Exercise aim
Filter these entries, keeping only lines that hold the word "dead".

Data under study
# # # # # # #

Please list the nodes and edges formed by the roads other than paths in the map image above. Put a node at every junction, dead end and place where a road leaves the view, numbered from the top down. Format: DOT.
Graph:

# # # # # # #

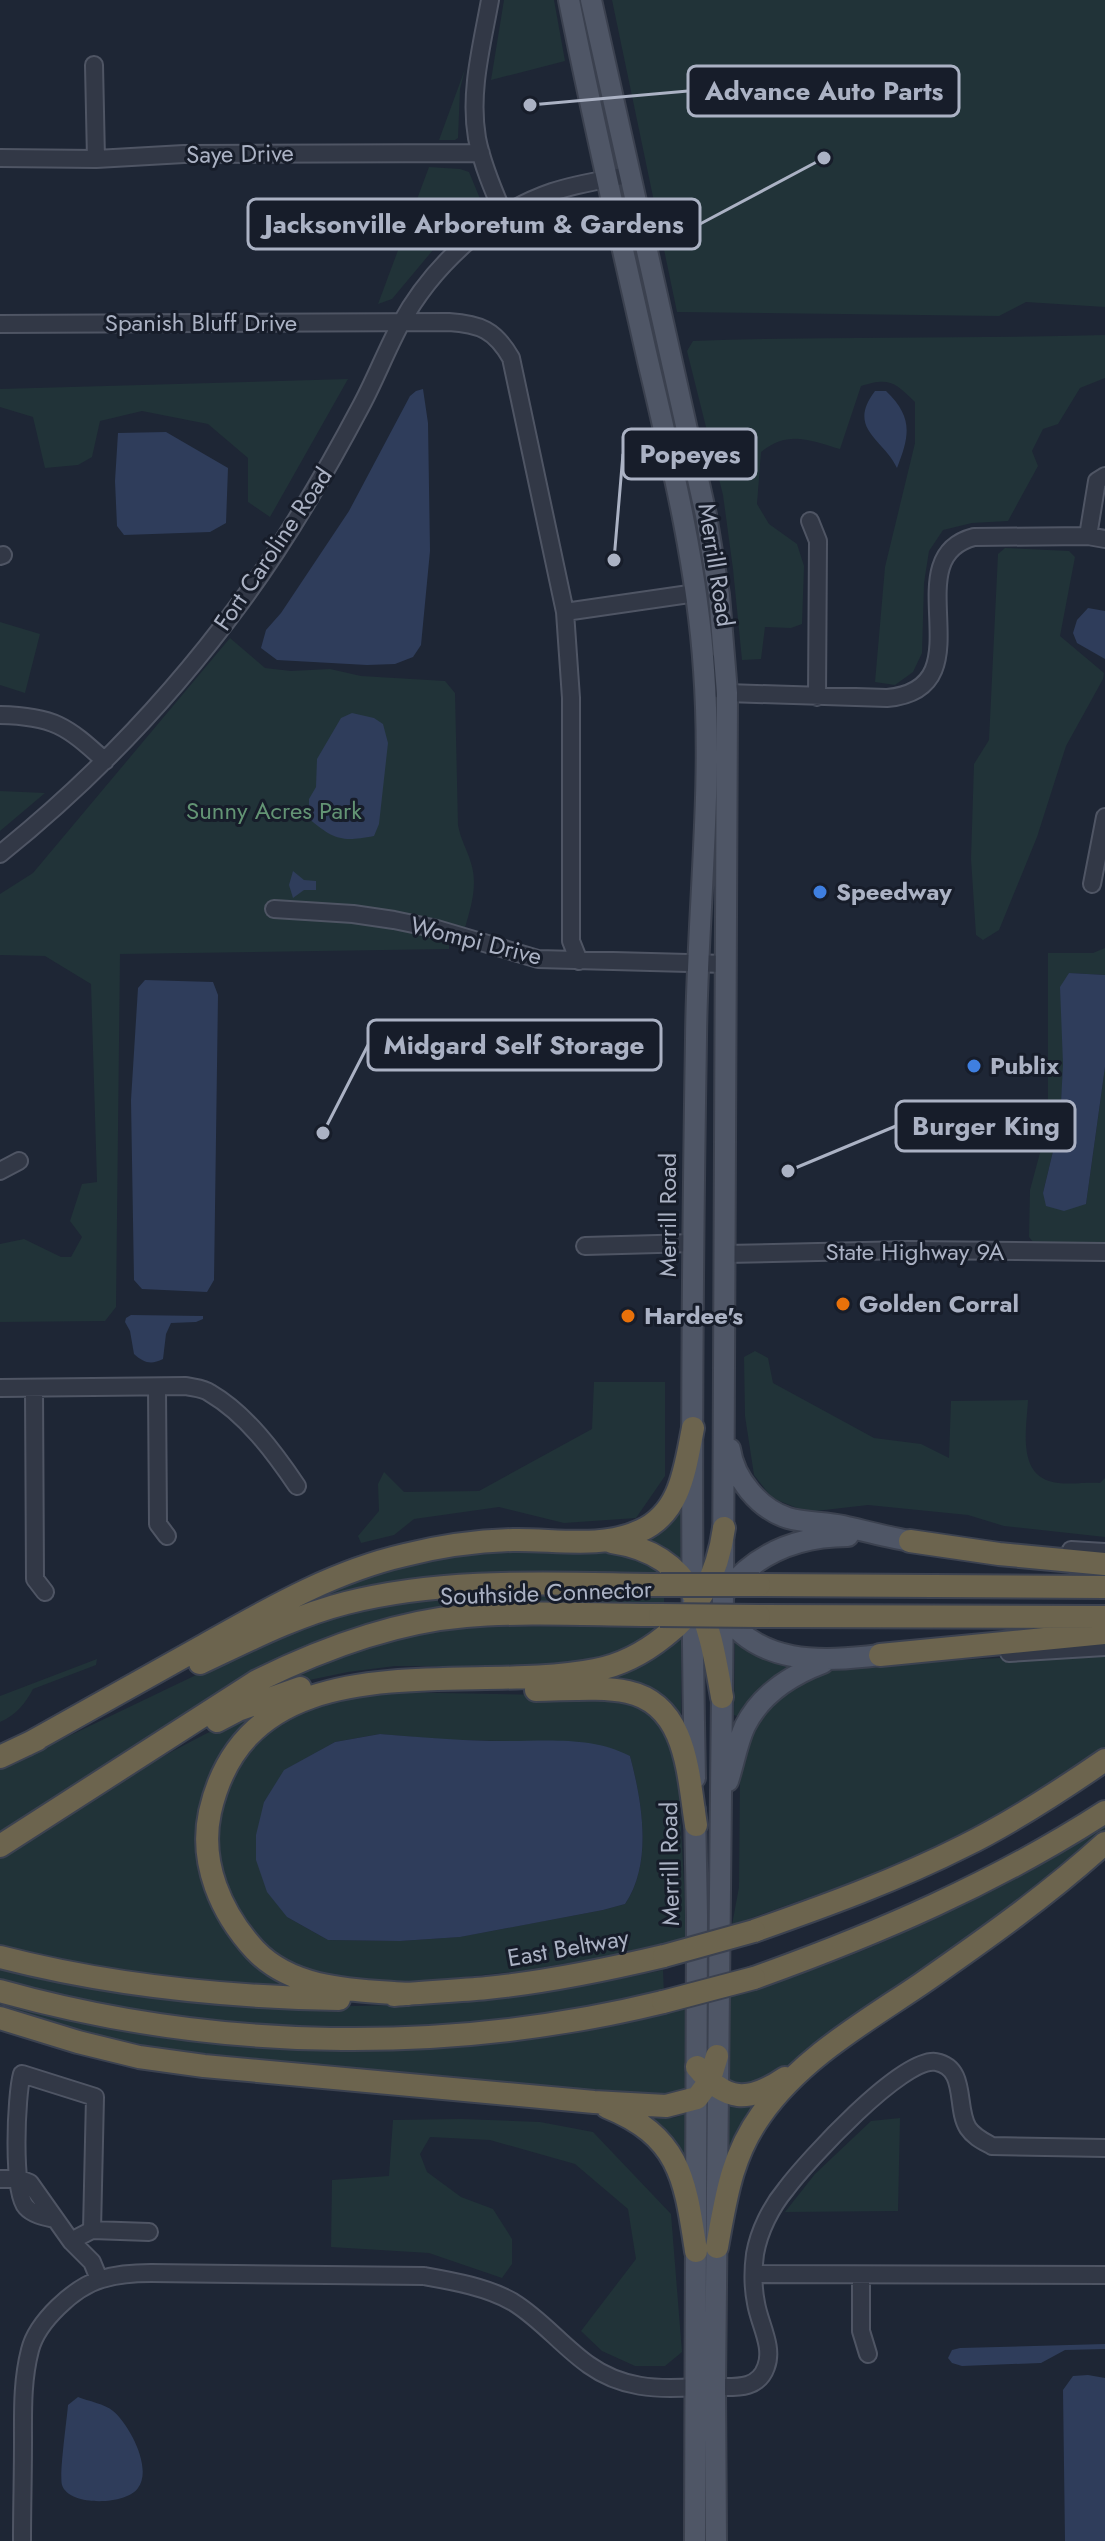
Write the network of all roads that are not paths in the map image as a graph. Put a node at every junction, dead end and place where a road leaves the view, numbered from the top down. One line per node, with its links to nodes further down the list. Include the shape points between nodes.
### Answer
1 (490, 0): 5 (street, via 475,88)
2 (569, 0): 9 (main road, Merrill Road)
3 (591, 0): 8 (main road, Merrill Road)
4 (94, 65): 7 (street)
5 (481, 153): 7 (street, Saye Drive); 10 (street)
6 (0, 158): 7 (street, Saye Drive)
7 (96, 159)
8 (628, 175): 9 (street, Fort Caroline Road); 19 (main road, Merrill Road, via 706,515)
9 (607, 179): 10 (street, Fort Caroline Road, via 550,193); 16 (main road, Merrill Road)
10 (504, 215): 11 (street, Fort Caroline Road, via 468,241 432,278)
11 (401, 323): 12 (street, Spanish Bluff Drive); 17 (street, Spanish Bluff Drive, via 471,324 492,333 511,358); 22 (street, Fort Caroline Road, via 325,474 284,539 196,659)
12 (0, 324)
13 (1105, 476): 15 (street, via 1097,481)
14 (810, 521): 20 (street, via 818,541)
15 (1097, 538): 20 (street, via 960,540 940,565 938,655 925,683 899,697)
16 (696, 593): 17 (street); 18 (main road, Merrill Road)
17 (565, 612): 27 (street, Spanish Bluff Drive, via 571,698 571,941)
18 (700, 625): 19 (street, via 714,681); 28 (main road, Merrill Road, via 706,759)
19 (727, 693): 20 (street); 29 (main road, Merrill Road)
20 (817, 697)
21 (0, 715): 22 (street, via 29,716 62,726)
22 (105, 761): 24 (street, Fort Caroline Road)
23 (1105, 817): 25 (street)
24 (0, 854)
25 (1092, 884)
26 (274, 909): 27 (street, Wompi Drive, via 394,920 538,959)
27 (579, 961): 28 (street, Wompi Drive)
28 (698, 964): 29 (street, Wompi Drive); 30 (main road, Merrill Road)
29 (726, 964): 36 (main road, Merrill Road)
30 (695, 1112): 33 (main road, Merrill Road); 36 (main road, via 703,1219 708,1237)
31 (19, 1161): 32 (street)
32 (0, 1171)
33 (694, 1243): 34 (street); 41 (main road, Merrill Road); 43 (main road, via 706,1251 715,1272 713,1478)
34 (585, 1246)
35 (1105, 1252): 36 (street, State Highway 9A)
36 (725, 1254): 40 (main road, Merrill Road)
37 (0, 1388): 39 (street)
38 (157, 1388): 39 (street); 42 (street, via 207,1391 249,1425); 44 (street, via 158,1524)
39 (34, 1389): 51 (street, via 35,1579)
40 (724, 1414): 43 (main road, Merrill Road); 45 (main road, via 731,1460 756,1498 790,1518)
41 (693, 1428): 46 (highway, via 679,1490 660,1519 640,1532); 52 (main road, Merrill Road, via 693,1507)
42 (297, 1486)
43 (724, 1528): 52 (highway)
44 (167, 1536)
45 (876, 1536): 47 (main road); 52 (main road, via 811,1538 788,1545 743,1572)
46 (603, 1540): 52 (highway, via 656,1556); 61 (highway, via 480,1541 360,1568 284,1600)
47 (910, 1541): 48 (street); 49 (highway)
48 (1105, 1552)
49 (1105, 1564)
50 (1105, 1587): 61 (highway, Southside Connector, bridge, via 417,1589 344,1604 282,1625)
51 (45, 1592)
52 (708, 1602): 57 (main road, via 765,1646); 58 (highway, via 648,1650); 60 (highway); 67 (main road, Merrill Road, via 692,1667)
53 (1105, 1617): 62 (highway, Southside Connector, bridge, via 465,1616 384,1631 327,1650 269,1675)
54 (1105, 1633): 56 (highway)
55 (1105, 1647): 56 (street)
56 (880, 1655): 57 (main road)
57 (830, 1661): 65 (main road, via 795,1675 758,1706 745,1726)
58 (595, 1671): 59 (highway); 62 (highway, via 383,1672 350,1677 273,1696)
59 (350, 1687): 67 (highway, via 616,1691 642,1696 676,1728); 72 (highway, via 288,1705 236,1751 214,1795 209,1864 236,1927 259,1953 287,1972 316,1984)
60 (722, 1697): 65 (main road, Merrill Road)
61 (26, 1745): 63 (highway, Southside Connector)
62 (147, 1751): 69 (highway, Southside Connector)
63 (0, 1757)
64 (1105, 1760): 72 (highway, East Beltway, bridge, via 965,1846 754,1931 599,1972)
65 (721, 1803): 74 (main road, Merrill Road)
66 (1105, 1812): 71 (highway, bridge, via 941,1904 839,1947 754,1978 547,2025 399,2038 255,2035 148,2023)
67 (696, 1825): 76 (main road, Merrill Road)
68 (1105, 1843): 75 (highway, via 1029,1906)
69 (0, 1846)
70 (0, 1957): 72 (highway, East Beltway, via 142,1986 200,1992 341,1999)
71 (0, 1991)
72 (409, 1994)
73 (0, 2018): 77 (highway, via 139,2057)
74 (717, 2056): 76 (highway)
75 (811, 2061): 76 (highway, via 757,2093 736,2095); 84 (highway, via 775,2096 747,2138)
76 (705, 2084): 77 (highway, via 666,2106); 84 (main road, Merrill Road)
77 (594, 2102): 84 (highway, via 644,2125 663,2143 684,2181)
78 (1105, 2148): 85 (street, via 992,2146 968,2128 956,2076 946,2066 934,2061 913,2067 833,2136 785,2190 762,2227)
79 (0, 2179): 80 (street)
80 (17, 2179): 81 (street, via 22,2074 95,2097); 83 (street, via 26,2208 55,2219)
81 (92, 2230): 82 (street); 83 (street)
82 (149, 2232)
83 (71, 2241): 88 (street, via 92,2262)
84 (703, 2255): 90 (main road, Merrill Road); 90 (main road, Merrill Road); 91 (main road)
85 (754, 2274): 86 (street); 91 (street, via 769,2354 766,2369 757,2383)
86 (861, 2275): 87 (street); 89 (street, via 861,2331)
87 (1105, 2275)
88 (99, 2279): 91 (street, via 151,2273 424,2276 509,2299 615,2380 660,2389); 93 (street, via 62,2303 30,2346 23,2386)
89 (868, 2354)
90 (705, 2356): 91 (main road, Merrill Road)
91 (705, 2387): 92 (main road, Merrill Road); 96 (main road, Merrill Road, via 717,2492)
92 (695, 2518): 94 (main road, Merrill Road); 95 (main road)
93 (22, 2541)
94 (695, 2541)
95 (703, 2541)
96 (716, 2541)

# # # # # # #

Task response
Please list the nodes and edges formed by the roads other than paths in the map image above. Put a node at every junction, dead end and place where a road leaves the view, numbered from the top down. Format: DOT.
Write the network of all roads that are not paths in the map image as a graph. Put a node at every junction, dead end and place where a road leaves the view, numbered from the top down. One line per node, with its links to nodes further down the list. Include the shape points between nodes.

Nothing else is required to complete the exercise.